Backlog as of June 30, 2017 was $7.6 billion, up 21% compared to $6.2
billion as of December 31, 2016. New awards and adjustments to contracts
in process totaled $1.6 billion in the second quarter of 2017 and $3.7
billion in the first six months of 2017, well outpacing revenue in both
periods. The Civil segment was the major contributor to new award
activity in the first half of 2017. Significant new awards in the second
quarter of 2017 included the I-74 bridge project in Iowa valued at $323
million, the East Side Access CQ33 mass-transit project in New York
valued at $292 million, two healthcare building projects in California
collectively valued at $154 million, additional scope of work valued at
$97 million for a technology office project in California, additional
scope of work valued at $97 million for the Hudson Yards Platform
project, the Henry Hudson Bridge design-build project in New York valued
at $82 million and the MD4 highway improvements project in Maryland
valued at $78 million.
“Our backlog grew again this quarter as a result of the strong market
demand we have been pointing to for some time,” commented Ronald Tutor,
Chairman and Chief Executive Officer. Tutor continued, “Our increased
backlog and continued success in winning new projects reflects the
underlying strength of our business. This, combined with the benefits we
anticipate to come from the FAST Act, California’s SB1 transportation
bill and several large voter-approved transportation funding measures,
provides increased confidence in our outlook for growth and improved
profitability. While our second quarter operating results did not meet
our expectations, we are well positioned for improved results in the
upcoming quarters.”
Outlook and Guidance
Based on the current backlog and market outlook, the Company is
affirming its guidance for 2017, with revenue expected to be in excess
of $5.5 billion and diluted earnings per share (EPS) expected in the
range of $2.10 to $2.40. As previously noted in our earnings releases
for the fourth quarter and full year 2016, and for the first quarter of
2017, we anticipate that our 2017 earnings will be weighted towards the
second half of the year, consistent with the cyclicality of the
Company’s business.
Second Quarter Conference Call
The Company will host a conference call at 2:00 PM Pacific Time on
Monday, August 7, 2017, to discuss the second quarter results. To
participate in the conference call, please dial 877-407-8293 five to ten
minutes prior to the scheduled time. International callers should dial
+1-201-689-8349.
The conference call will be webcast live over the Internet and can be
accessed by all interested parties on Tutor Perini's website at www.tutorperini.com.
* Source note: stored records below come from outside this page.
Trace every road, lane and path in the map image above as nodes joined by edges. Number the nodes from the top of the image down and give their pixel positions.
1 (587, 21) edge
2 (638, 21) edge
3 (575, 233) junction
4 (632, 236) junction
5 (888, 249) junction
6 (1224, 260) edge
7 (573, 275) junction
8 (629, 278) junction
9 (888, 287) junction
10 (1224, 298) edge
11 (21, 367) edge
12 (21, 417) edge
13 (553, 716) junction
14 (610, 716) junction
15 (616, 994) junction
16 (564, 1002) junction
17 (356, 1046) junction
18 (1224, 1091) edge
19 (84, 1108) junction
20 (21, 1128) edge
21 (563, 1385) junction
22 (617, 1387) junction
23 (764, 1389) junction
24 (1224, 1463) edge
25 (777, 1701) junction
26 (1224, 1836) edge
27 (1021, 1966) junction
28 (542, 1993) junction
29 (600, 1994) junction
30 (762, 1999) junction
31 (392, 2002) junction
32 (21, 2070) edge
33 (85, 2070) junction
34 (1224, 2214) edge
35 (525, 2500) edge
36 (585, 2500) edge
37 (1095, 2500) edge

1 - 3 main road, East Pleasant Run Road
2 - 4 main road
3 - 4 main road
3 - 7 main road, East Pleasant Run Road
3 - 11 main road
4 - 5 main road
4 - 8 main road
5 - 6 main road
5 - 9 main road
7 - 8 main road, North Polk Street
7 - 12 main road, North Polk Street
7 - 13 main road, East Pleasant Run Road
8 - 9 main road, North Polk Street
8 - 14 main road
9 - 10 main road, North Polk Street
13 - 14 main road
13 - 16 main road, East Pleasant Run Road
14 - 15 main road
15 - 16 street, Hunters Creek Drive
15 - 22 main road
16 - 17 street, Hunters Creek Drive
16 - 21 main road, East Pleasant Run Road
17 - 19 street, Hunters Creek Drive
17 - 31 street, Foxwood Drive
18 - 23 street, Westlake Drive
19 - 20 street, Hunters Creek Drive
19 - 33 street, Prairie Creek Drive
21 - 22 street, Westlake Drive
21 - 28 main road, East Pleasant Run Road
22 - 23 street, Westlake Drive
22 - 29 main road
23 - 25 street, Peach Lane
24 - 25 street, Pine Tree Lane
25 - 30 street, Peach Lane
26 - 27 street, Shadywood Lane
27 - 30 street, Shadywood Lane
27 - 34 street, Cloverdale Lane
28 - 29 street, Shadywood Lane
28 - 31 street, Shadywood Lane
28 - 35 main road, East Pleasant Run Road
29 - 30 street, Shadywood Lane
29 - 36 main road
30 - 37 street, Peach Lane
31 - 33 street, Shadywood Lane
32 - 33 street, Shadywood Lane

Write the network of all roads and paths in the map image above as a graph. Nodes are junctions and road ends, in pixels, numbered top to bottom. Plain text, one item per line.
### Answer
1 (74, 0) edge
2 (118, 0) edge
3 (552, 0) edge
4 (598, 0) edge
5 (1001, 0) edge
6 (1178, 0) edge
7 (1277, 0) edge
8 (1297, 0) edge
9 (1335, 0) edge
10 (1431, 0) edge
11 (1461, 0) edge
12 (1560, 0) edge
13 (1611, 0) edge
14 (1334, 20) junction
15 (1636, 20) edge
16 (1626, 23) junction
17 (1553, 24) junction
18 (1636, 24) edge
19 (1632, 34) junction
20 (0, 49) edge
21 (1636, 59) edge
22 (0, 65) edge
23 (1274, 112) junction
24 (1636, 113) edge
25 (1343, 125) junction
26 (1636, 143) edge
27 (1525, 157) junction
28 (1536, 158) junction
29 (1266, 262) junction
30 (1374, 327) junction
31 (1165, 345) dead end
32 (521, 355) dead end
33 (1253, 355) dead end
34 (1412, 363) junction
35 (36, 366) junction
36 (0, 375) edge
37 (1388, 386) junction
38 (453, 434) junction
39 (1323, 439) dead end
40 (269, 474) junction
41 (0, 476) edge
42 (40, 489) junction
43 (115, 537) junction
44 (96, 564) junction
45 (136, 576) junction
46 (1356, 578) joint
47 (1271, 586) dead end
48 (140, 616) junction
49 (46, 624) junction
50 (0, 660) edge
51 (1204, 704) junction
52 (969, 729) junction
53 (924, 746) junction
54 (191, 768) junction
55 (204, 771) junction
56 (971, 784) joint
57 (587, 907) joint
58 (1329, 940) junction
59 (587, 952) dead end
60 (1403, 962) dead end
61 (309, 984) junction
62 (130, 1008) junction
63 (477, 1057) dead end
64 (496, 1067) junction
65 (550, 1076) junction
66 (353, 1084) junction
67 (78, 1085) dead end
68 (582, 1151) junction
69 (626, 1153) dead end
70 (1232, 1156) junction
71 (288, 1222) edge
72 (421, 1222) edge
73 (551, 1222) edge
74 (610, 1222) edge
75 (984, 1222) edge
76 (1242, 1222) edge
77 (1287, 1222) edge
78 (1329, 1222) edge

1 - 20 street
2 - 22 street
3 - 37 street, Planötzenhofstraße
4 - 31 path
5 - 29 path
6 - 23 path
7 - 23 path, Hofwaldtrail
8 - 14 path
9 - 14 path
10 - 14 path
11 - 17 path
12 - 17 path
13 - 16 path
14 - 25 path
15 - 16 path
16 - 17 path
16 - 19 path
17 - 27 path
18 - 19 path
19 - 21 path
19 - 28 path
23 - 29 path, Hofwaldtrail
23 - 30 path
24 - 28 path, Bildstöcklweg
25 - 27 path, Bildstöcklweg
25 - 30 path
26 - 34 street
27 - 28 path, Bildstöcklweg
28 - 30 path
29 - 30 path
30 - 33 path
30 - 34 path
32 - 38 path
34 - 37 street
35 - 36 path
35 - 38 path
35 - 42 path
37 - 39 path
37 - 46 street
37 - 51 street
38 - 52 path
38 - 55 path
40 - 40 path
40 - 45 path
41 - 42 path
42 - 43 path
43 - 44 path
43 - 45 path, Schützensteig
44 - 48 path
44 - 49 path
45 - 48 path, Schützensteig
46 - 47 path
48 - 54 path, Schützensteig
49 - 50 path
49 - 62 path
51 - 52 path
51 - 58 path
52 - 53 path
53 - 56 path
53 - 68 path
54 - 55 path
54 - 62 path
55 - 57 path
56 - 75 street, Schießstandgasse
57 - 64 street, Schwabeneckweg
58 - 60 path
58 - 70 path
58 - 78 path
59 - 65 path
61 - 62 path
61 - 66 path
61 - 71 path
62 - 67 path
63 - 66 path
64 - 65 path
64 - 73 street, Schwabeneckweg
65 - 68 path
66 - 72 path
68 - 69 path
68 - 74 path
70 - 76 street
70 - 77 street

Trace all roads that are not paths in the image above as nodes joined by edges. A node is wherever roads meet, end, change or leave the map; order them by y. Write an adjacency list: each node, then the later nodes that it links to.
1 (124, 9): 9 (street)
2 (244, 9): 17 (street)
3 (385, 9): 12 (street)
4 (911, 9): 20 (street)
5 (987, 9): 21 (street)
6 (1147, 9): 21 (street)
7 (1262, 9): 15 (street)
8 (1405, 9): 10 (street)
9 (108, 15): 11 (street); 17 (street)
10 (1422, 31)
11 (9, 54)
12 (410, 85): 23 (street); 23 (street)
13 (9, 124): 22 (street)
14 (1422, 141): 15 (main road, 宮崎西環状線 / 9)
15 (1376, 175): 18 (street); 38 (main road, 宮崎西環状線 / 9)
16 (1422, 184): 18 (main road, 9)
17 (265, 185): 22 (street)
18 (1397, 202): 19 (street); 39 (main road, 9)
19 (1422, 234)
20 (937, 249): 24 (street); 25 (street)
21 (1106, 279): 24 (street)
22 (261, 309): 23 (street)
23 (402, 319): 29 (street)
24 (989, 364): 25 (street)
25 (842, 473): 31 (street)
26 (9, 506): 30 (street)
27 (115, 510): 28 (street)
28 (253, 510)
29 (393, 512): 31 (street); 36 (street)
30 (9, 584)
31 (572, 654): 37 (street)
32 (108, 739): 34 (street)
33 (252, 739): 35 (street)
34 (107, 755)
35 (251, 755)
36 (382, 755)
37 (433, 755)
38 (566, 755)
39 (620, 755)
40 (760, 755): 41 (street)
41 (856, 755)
To listen to the webcast, please visit the Company's website at least 15
minutes prior to the start of the call to register and to download and
install any necessary software. For those unable to participate during
the live call, the webcast will be available for replay shortly after
the call on the website.
About Tutor Perini Corporation
Tutor Perini Corporation is a leading civil, building and specialty
construction company offering diversified general contracting and
design-build services to private clients and public agencies throughout
the world. We have provided construction services since 1894 and have
established a strong reputation within our markets by executing large,
complex projects on time and within budget while adhering to strict
quality control measures. We offer general contracting, pre-construction
planning and comprehensive project management services, including the
planning and scheduling of the manpower, equipment, materials and
subcontractors required for a project. We also offer self-performed
construction services including site work, concrete forming and
placement, steel erection, electrical, mechanical, plumbing and heating,
ventilation and air conditioning (HVAC). We are known for our major
complex building project commitments, as well as our capacity to perform
large and complex transportation and heavy civil construction for
government agencies and private clients throughout the world.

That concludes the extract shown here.